Stored data
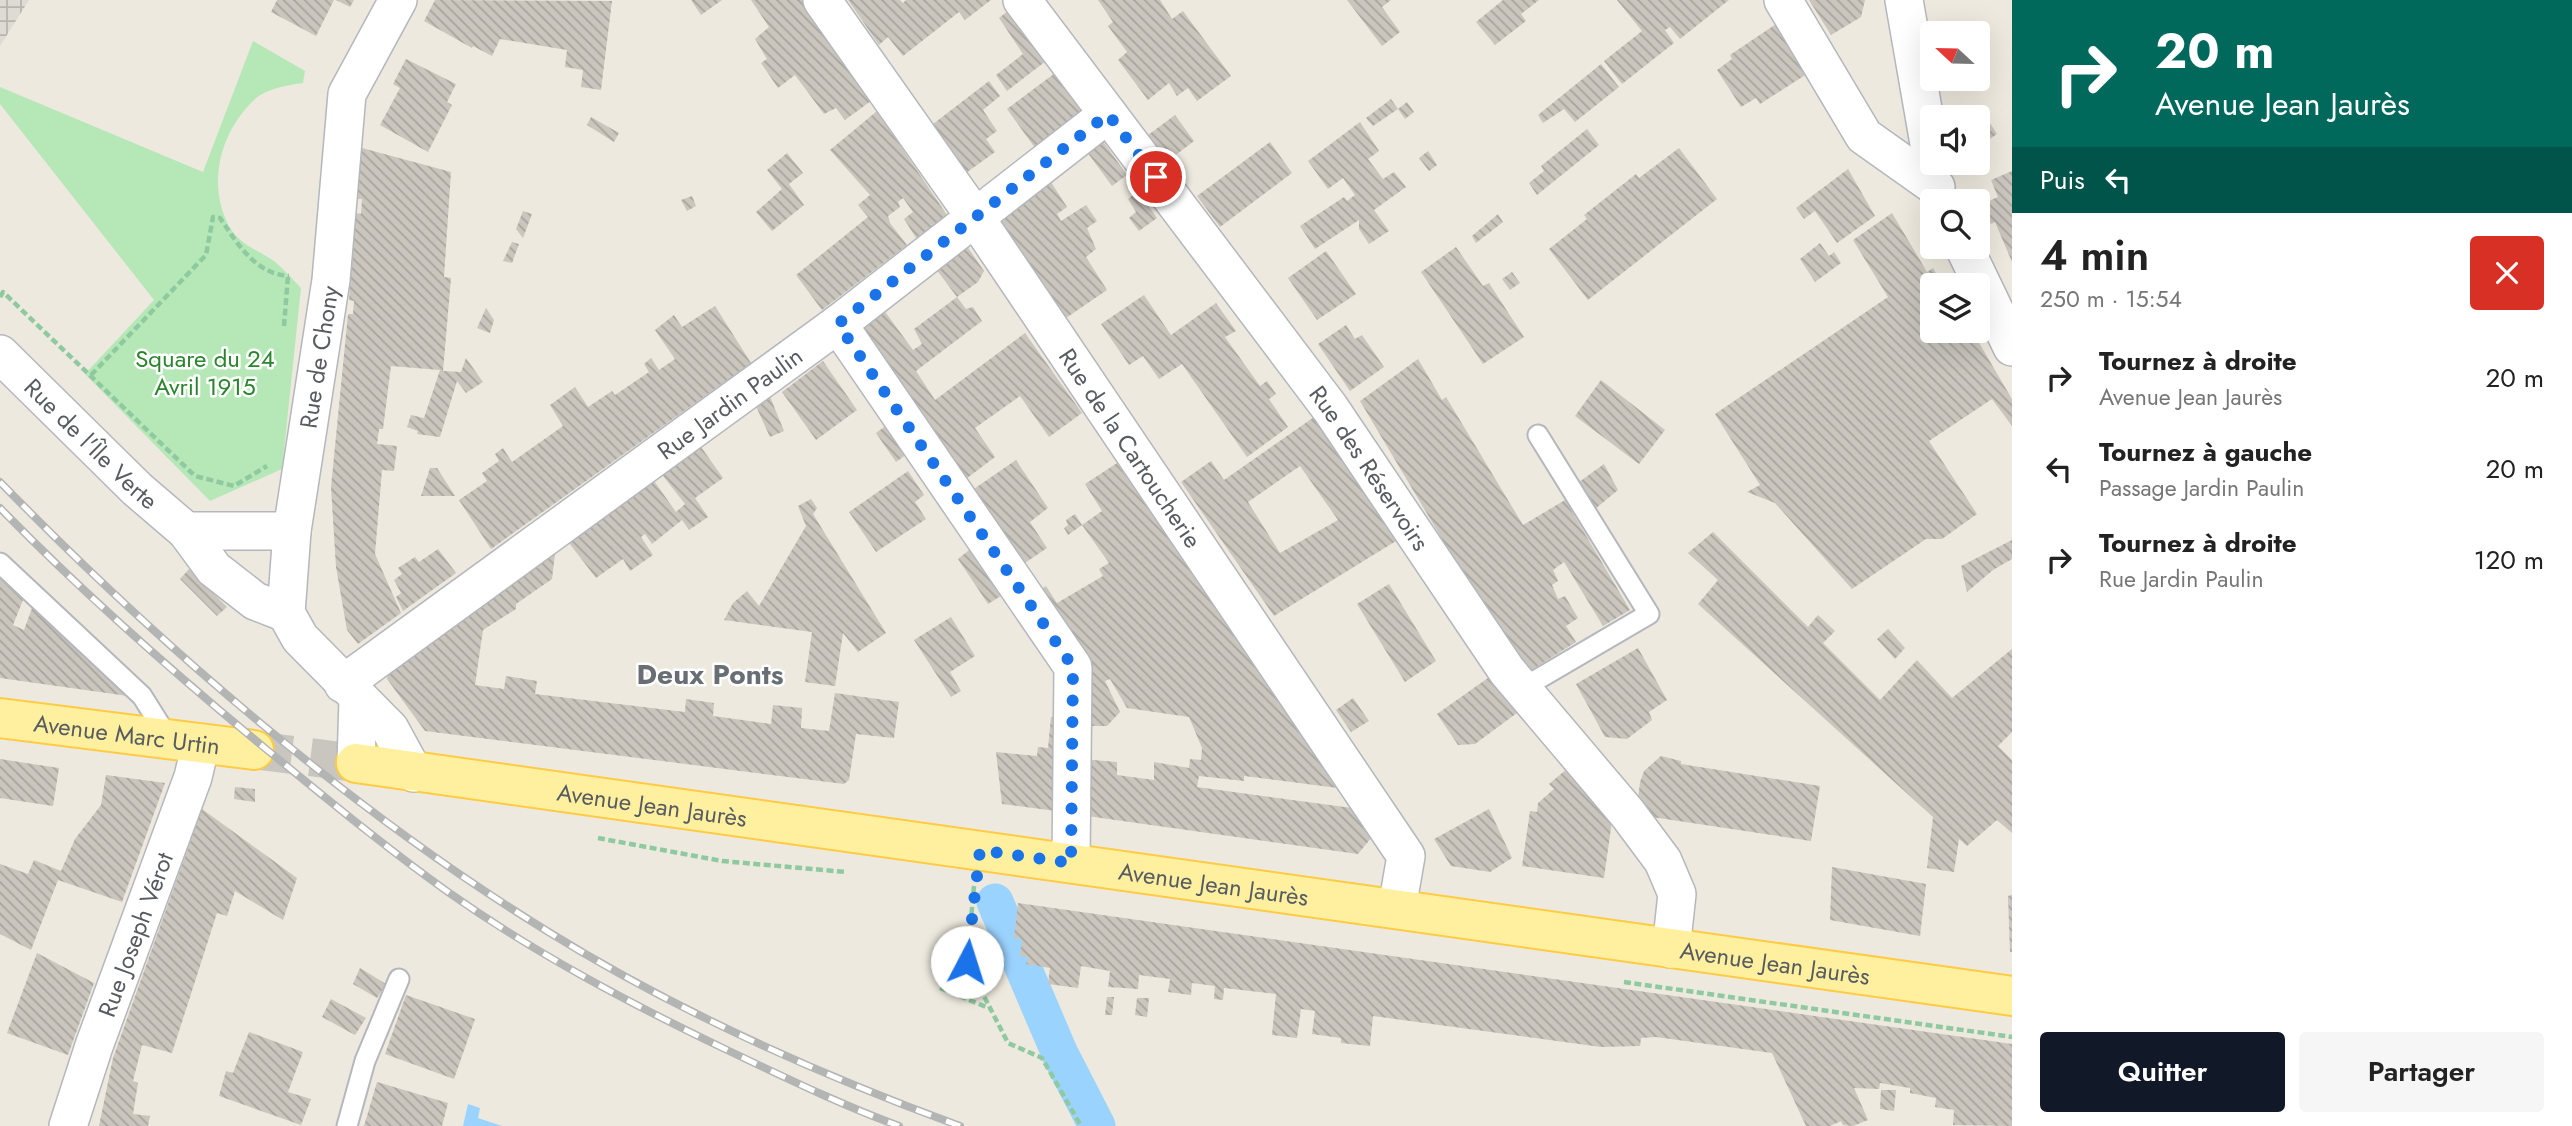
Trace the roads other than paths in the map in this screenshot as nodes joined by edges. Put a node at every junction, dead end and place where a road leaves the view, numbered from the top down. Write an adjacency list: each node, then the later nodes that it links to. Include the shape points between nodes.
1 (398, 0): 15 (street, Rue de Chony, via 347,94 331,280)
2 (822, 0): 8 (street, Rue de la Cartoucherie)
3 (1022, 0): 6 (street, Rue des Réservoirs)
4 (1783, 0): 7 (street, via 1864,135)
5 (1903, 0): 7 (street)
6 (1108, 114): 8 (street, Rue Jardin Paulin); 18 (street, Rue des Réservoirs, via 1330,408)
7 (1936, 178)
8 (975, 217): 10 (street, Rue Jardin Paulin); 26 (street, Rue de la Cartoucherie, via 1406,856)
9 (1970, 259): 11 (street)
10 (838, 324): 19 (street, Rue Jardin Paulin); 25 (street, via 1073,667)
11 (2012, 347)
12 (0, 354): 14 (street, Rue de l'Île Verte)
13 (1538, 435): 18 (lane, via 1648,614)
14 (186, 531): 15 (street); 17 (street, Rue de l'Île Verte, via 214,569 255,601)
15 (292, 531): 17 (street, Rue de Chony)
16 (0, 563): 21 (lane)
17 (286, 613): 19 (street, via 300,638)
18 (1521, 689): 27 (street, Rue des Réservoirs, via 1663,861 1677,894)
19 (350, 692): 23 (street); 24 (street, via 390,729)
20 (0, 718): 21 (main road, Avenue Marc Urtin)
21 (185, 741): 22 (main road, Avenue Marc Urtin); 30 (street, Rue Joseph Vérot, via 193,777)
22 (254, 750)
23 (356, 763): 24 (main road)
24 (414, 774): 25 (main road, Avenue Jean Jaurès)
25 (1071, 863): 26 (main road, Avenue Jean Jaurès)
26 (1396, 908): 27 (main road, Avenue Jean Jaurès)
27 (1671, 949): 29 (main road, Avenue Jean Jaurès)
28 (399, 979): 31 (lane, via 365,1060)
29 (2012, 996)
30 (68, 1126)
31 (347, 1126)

-- Problem details --
Exclude all images and restate the records above word for word.

-- Output for this exercise --
Trace the roads other than paths in the map in this screenshot as nodes joined by edges. Put a node at every junction, dead end and place where a road leaves the view, numbered from the top down. Write an adjacency list: each node, then the later nodes that it links to. Include the shape points between nodes.
1 (398, 0): 15 (street, Rue de Chony, via 347,94 331,280)
2 (822, 0): 8 (street, Rue de la Cartoucherie)
3 (1022, 0): 6 (street, Rue des Réservoirs)
4 (1783, 0): 7 (street, via 1864,135)
5 (1903, 0): 7 (street)
6 (1108, 114): 8 (street, Rue Jardin Paulin); 18 (street, Rue des Réservoirs, via 1330,408)
7 (1936, 178)
8 (975, 217): 10 (street, Rue Jardin Paulin); 26 (street, Rue de la Cartoucherie, via 1406,856)
9 (1970, 259): 11 (street)
10 (838, 324): 19 (street, Rue Jardin Paulin); 25 (street, via 1073,667)
11 (2012, 347)
12 (0, 354): 14 (street, Rue de l'Île Verte)
13 (1538, 435): 18 (lane, via 1648,614)
14 (186, 531): 15 (street); 17 (street, Rue de l'Île Verte, via 214,569 255,601)
15 (292, 531): 17 (street, Rue de Chony)
16 (0, 563): 21 (lane)
17 (286, 613): 19 (street, via 300,638)
18 (1521, 689): 27 (street, Rue des Réservoirs, via 1663,861 1677,894)
19 (350, 692): 23 (street); 24 (street, via 390,729)
20 (0, 718): 21 (main road, Avenue Marc Urtin)
21 (185, 741): 22 (main road, Avenue Marc Urtin); 30 (street, Rue Joseph Vérot, via 193,777)
22 (254, 750)
23 (356, 763): 24 (main road)
24 (414, 774): 25 (main road, Avenue Jean Jaurès)
25 (1071, 863): 26 (main road, Avenue Jean Jaurès)
26 (1396, 908): 27 (main road, Avenue Jean Jaurès)
27 (1671, 949): 29 (main road, Avenue Jean Jaurès)
28 (399, 979): 31 (lane, via 365,1060)
29 (2012, 996)
30 (68, 1126)
31 (347, 1126)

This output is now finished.